9. « Tous ceux qui me voyaient me persiflaient, ils parlaient des lèvres et branlaient la tête. Il a espéré en Dieu, que Dieu le délivre, que Dieu le sauve puisqu’il se plaît en lui n. Mais pourquoi les Juifs parlaient-ils ainsi ? C’est parce que le Christ s’était fait homme, et qu’ils le traitaient en homme.
10. « Parce que c’est vous qui m’avez tiré du sein maternel[4] ». Parleraient-ils ainsi contre ce Verbe qui était au commencement, ce Verbe qui était en Dieu ? Mais ce Verbe, par qui tout a été fait, n’a été tiré des entrailles maternelles que parce que le Verbe a été fait chair et a habité parmi nous. « Parce que vous m’avez tiré du sein de ma mère, vous êtes mon Dieu dès que j’ai sucé la mamelle[5] ». Avant tous les siècles vous êtes mon Père, mais vous êtes mon Dieu depuis que j’ai sucé la mamelle.

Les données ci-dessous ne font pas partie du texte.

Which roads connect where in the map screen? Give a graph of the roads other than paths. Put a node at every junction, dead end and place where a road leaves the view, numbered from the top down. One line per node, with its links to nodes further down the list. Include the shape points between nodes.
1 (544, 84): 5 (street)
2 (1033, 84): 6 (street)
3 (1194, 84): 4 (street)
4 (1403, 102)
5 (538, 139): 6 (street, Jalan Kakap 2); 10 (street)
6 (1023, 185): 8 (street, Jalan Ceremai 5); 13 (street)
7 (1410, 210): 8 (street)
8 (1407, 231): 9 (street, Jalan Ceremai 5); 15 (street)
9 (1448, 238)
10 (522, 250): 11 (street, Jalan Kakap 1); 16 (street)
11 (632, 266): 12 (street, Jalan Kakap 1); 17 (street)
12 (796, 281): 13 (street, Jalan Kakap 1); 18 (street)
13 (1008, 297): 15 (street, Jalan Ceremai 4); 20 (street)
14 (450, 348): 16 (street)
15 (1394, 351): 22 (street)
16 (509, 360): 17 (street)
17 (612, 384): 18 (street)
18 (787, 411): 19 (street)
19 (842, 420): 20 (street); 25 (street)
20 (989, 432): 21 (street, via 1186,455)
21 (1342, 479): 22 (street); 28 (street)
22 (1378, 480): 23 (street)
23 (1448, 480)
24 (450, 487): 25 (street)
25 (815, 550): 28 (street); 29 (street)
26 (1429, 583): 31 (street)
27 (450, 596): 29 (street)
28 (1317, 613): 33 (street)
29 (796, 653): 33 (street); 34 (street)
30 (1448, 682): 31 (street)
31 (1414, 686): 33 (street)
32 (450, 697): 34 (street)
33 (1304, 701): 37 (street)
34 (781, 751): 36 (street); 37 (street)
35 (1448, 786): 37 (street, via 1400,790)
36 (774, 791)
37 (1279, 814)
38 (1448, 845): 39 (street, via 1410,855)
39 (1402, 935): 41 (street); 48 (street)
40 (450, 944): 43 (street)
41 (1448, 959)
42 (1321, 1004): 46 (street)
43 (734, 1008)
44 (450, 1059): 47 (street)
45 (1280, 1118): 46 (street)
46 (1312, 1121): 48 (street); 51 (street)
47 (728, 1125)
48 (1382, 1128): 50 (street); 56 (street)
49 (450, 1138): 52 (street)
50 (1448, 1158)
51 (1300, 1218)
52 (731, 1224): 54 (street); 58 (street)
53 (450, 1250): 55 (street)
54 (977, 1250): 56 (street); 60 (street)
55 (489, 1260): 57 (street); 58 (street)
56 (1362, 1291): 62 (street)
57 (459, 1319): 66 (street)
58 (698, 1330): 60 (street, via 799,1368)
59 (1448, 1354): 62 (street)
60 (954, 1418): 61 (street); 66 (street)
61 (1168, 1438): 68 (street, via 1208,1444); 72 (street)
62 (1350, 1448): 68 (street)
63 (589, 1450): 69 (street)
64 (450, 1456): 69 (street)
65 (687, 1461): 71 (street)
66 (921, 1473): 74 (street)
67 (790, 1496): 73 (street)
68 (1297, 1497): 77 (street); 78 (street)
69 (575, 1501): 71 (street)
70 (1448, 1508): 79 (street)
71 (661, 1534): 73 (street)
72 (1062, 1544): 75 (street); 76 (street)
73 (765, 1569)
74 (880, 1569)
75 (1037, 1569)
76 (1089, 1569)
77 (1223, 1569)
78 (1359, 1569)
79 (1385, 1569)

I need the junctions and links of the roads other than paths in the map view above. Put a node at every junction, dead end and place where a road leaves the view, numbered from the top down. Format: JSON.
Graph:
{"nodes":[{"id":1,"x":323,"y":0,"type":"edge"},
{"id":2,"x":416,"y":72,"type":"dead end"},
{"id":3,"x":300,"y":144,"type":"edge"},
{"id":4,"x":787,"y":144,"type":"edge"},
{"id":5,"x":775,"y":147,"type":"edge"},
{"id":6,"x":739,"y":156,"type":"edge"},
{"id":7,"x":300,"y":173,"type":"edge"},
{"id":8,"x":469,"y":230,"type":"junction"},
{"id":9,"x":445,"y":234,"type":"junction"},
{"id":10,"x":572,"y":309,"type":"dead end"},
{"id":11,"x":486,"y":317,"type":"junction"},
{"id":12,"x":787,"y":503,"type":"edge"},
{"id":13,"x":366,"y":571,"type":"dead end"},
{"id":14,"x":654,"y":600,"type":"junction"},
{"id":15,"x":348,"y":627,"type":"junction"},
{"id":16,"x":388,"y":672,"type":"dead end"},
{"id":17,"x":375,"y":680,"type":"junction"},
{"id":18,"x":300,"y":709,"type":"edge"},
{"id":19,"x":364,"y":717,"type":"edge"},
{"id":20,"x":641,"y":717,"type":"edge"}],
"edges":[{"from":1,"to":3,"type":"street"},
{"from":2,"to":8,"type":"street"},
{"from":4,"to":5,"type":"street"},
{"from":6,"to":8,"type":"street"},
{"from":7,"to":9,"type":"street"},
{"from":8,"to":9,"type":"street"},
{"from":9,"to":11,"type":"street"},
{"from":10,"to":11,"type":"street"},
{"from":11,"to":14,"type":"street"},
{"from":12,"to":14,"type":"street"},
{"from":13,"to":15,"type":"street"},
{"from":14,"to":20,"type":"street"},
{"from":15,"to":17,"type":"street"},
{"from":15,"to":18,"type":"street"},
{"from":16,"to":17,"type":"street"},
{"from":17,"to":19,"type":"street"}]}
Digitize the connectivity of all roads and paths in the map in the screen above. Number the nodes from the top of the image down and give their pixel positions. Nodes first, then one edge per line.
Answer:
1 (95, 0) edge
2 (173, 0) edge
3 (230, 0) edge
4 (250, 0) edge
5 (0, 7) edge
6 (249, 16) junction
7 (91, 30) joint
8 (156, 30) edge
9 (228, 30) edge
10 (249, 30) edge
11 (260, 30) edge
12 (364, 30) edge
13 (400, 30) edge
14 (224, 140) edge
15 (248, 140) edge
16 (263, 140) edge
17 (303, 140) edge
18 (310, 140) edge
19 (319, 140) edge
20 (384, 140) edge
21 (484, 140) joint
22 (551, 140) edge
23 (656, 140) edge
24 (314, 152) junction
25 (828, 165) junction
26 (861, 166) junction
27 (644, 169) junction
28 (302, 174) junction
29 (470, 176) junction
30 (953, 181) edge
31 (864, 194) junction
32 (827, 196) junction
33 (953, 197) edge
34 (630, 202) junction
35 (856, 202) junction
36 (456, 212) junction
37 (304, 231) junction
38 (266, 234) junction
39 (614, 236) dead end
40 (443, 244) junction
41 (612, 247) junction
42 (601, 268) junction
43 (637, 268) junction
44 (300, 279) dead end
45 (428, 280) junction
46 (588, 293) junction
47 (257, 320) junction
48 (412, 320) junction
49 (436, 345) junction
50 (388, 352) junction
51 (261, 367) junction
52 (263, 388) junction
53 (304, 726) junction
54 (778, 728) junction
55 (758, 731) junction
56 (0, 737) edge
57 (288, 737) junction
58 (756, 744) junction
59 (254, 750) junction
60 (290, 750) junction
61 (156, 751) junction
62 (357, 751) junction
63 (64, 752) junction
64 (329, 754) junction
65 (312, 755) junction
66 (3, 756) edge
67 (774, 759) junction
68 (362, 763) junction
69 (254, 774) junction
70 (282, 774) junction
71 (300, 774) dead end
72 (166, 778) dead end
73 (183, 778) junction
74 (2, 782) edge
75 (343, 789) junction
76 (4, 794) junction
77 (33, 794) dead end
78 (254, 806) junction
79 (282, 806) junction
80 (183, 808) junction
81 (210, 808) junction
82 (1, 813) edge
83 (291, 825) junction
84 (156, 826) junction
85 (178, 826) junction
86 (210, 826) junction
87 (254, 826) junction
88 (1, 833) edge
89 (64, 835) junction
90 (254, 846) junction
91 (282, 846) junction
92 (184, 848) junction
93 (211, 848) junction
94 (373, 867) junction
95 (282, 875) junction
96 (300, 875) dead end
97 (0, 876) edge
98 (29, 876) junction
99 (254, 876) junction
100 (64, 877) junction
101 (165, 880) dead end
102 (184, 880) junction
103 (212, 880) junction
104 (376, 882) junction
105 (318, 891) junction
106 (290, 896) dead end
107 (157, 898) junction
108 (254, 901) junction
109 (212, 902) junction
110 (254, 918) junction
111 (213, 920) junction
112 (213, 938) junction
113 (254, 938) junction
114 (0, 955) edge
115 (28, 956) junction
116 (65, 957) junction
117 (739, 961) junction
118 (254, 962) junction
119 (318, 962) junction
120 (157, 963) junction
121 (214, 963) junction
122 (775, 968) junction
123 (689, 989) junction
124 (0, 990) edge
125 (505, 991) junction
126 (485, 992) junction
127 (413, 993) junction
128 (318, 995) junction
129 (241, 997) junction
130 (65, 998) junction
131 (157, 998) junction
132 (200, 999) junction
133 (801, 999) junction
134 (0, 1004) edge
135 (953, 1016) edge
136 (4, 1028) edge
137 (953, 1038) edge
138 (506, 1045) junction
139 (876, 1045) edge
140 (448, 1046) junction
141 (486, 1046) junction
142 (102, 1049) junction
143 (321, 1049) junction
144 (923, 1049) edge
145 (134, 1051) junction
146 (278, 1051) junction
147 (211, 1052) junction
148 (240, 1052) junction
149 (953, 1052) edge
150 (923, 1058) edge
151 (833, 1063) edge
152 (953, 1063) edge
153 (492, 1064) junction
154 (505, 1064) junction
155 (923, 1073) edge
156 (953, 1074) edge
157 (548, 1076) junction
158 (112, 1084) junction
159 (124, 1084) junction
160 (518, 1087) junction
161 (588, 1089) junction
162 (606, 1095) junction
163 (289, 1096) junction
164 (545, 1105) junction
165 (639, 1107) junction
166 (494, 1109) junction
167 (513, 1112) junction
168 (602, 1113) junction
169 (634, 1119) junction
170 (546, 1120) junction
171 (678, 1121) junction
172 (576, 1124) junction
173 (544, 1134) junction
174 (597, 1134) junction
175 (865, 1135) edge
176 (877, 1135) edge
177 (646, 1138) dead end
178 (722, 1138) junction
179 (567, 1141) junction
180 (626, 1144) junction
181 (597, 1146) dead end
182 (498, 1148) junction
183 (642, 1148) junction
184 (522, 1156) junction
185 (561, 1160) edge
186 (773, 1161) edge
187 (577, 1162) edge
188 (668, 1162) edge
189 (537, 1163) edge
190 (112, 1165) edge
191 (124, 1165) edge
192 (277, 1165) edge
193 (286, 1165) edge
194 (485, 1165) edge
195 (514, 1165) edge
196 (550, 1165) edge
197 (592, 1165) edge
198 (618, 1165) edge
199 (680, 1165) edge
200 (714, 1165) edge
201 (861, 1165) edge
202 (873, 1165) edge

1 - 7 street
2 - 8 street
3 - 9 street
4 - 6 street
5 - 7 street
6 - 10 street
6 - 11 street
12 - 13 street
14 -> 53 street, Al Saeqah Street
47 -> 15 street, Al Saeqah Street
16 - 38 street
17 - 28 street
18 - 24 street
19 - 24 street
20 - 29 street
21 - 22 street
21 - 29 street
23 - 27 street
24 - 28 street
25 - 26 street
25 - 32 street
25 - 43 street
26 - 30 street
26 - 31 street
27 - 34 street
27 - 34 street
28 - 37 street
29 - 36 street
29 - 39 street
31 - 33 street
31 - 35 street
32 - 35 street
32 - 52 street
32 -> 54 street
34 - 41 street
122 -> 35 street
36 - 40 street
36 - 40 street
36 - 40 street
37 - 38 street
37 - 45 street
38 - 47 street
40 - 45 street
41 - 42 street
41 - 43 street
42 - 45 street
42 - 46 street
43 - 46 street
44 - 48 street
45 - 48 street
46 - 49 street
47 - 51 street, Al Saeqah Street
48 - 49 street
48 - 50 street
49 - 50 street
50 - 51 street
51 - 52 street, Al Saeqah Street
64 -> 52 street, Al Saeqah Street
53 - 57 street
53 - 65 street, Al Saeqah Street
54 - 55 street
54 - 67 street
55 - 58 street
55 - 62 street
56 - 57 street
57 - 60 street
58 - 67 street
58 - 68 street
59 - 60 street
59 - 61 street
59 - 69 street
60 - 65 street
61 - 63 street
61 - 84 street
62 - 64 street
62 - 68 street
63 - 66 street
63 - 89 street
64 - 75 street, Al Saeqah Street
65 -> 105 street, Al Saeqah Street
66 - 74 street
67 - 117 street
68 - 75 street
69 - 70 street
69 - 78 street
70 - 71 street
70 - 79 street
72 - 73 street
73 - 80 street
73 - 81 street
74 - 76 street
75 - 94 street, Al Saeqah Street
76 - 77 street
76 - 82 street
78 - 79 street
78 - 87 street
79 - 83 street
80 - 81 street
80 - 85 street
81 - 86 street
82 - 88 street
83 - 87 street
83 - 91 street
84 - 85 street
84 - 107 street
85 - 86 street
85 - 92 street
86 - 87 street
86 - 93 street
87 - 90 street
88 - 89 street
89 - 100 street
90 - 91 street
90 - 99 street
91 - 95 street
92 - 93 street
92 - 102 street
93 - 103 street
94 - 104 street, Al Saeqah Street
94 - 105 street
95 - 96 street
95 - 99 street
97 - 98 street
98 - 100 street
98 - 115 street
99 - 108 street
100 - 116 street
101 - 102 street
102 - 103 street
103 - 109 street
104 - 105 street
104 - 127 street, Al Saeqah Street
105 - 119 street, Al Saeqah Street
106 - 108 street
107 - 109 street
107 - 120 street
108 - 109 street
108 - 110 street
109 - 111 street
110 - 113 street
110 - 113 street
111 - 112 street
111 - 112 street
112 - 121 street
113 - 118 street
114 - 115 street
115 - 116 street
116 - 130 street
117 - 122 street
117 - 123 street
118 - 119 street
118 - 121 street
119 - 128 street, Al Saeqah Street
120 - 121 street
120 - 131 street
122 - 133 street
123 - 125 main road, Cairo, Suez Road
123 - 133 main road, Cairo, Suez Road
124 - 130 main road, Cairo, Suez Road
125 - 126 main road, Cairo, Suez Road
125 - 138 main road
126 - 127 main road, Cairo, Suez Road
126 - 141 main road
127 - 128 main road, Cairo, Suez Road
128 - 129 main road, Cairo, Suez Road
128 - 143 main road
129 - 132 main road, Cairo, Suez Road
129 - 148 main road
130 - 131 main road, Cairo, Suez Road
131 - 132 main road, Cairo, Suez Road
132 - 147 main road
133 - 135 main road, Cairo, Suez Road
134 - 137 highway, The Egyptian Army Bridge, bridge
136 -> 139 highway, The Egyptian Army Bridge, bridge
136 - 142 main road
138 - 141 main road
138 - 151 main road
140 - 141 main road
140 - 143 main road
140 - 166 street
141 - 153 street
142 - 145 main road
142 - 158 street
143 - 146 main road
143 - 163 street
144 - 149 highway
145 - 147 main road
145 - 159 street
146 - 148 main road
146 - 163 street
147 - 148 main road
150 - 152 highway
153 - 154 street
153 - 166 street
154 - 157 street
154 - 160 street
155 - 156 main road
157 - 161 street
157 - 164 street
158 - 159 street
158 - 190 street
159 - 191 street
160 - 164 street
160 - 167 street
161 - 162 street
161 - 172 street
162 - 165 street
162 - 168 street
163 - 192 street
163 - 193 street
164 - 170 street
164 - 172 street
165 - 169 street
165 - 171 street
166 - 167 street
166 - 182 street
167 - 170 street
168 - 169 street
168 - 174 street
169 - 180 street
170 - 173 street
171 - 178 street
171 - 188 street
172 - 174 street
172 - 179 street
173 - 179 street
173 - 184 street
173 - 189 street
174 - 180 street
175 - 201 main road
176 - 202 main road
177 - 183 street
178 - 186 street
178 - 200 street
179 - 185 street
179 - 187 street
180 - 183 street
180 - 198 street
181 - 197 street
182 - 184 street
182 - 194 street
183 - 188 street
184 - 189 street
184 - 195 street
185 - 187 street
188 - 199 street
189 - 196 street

11. « Du sein de ma mère, j’ai été reçu dans vos bras », afin que vous fussiez mon unique espérance ; c’est l’homme, et l’homme dans sa faiblesse, le Verbe fait chair, qui parle ainsi. « Dès le sein de ma mère, vous êtes mon Dieu[6] ». Non point mon Dieu par vous-même ; par vous-même vous êtes mon Père ; et mon Dieu seulement depuis que j’ai passé par le sein de ma mère.
12. « Ne vous éloignez pas de moi ; car la tribulation est proche, et il n’y a personne pour me secourir[7] ». Voyez comme il est abandonné, et malheur à nous, s’il nous abandonnait. « Il n’y a personne pour nous secourir ».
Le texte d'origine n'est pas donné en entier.